_TRY IT_
Retype exactly what appears below from the line containing "pinky mcp: (1422, 787)" down to the line containing "index dip: (340, 251)", keeping both end lines. Do not include pictures.

_RECORDS SUPPLIED_
..........
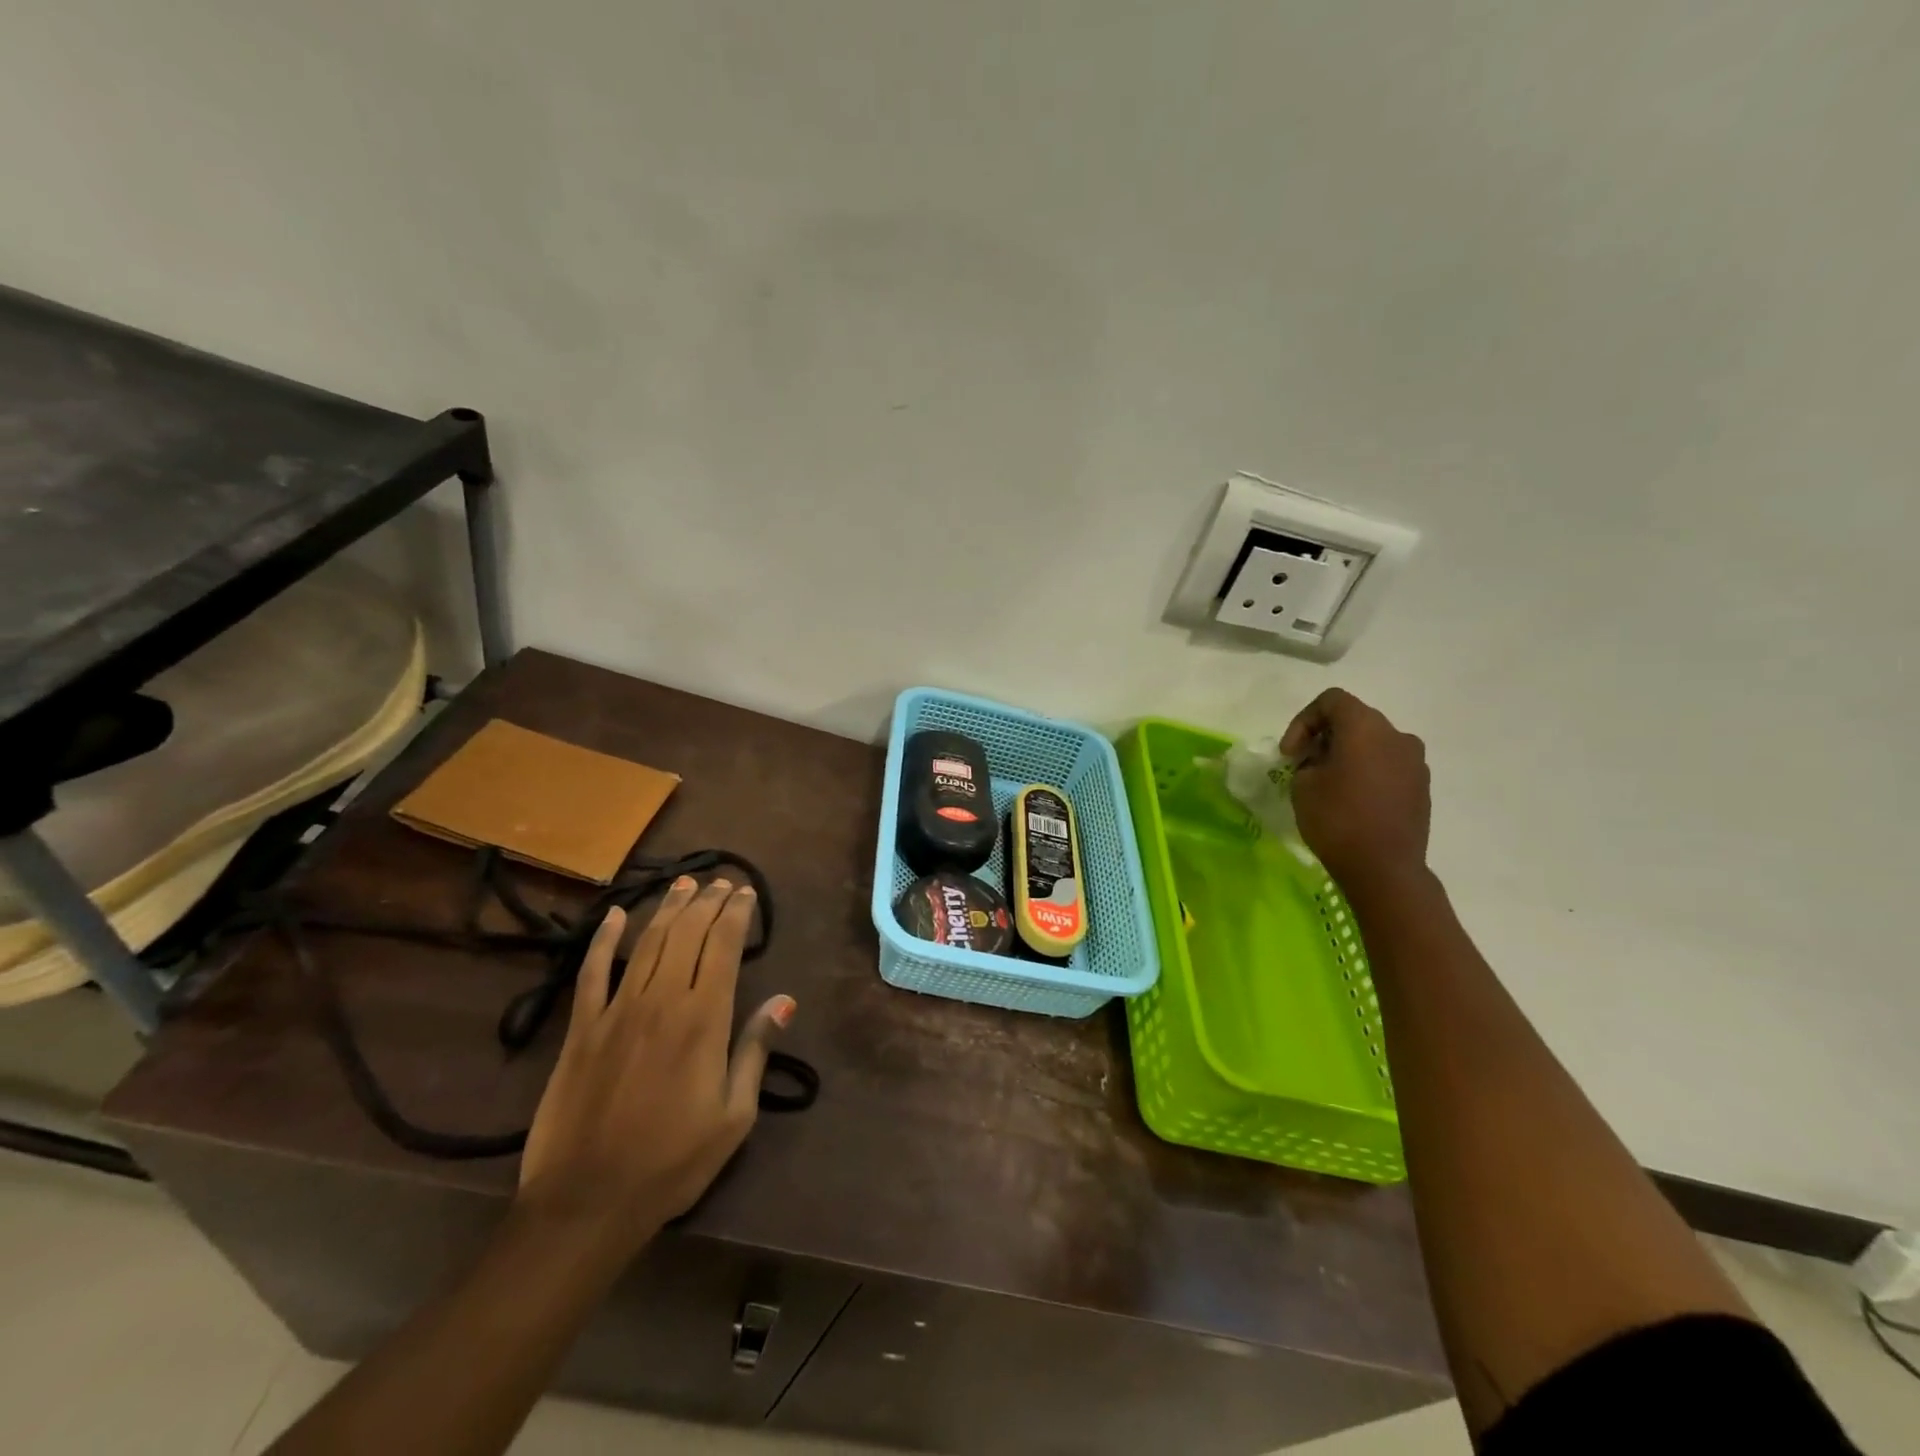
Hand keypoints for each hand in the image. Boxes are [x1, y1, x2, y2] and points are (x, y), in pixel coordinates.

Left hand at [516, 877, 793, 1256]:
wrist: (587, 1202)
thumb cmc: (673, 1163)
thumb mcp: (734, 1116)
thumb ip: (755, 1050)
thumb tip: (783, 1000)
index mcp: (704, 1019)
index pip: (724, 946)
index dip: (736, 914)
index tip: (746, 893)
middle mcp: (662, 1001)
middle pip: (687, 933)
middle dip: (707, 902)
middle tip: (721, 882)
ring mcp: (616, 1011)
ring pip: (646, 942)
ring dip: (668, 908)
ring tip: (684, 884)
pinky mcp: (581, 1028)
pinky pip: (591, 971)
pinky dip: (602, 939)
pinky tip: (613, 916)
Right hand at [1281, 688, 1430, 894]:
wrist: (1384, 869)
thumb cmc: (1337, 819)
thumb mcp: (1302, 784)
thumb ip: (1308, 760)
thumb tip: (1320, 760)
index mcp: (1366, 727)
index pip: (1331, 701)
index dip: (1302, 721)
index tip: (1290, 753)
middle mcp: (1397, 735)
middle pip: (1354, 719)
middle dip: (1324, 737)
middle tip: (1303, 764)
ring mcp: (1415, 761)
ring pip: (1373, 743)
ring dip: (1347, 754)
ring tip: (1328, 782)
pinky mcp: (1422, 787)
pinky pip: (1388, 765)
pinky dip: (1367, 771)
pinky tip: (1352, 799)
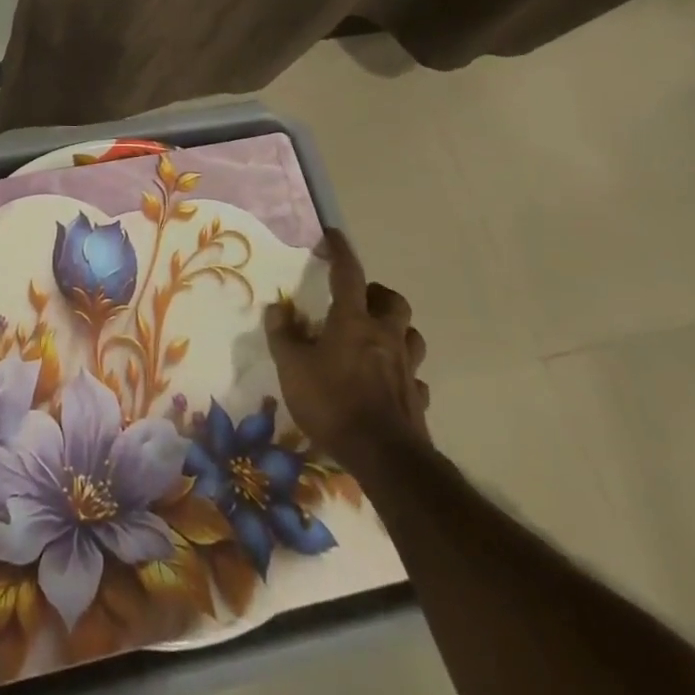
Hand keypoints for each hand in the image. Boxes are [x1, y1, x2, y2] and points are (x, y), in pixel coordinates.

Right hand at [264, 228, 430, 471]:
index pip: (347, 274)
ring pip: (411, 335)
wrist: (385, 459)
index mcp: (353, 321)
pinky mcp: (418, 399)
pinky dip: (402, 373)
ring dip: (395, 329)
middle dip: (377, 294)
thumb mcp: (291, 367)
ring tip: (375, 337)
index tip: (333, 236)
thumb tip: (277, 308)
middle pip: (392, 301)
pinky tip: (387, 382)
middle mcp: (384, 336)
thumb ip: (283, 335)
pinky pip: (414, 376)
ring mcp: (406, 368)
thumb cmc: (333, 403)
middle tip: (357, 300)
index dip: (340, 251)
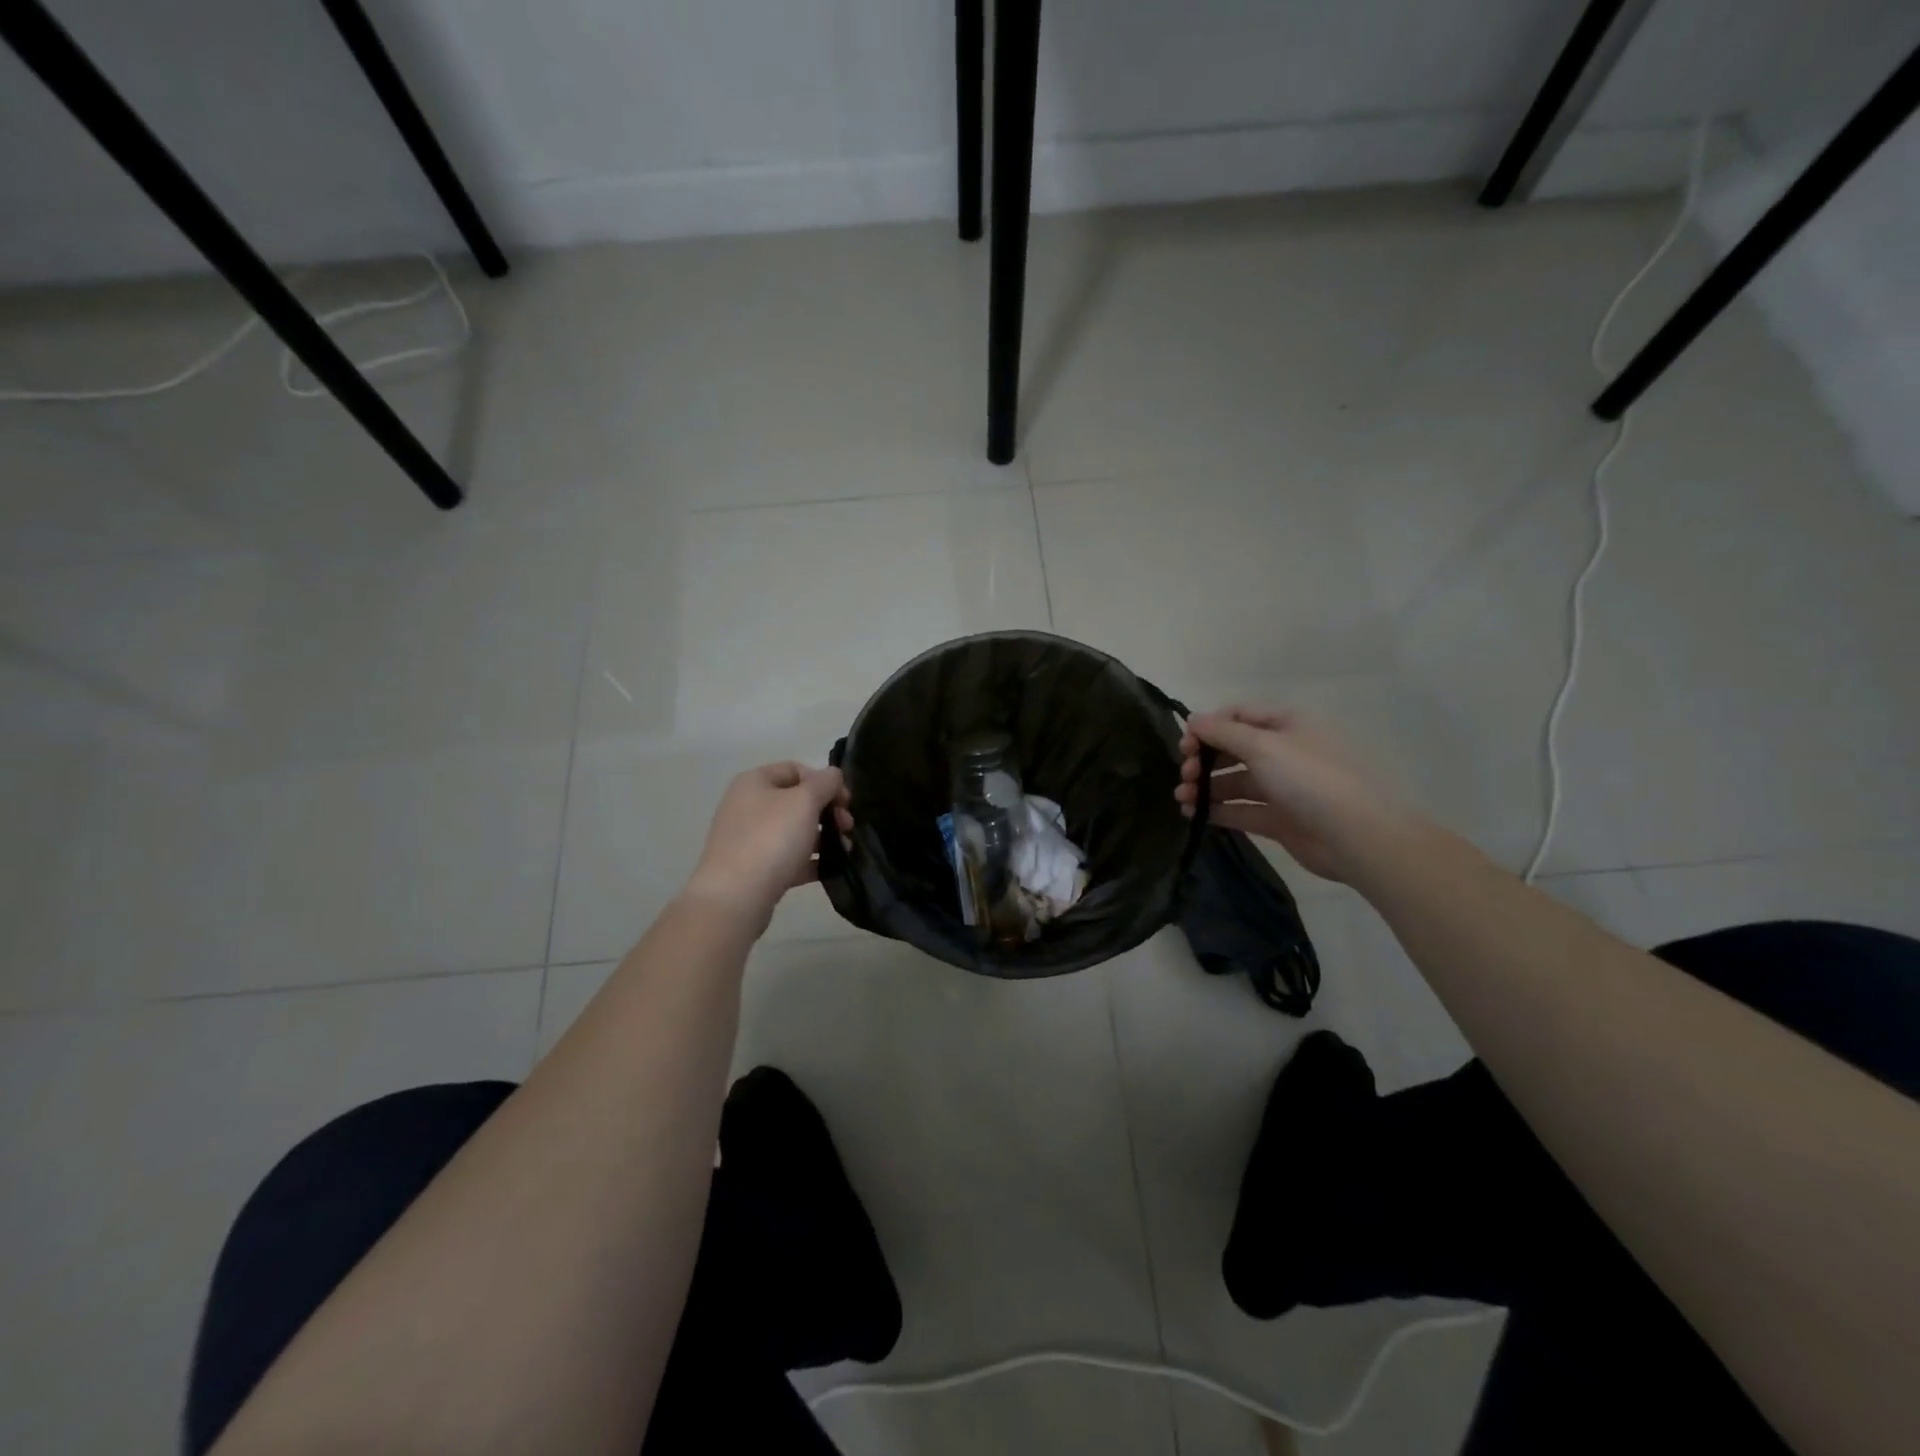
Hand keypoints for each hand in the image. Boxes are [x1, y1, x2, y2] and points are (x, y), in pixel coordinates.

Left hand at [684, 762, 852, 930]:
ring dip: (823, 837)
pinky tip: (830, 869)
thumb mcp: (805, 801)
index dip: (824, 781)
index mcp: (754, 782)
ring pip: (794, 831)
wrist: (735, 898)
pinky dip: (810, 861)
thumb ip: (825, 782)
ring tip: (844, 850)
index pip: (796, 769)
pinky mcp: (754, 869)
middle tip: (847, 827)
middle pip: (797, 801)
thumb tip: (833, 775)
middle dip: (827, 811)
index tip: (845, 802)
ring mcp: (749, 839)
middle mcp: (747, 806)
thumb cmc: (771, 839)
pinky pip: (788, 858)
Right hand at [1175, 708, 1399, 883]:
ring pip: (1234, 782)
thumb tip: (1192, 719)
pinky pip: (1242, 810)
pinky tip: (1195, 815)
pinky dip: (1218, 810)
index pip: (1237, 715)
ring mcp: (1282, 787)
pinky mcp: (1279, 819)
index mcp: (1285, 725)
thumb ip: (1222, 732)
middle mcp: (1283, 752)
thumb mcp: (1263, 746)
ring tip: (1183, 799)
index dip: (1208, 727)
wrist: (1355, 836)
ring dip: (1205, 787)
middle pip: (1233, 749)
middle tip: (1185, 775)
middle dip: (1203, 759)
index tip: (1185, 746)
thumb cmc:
..........
_OUTPUT FOR THIS TASK_
pinky mcp: (1422, 787)
pinky pip: (1388, 765)
pinky dip: (1367, 771)
pinky tip: (1352, 799)
Hand keypoints for each hand in the image. Boxes are [x1, y1, x2, y2] and points are (x, y), in pixel coordinates.

Right hand at [264, 228, 430, 471]:
index pip: (347, 274)
ring pip: (411, 335)
wrist: (385, 459)
index mcp: (353, 321)
pinky mcp: (418, 399)
pinky dip: (402, 373)
ring dip: (395, 329)
middle dip: (377, 294)
thumb mcp: (291, 367)
ring tip: (375, 337)
index tip: (333, 236)
thumb tip: (277, 308)
middle pip: (392, 301)
pinky tip: (387, 382)
middle mcp: (384, 336)
thumb ip: (283, 335)
pinky pip: (414, 376)
ring mcp: (406, 368)
thumb cmc: (333, 403)
middle tip: (357, 300)
index dip: (340, 251)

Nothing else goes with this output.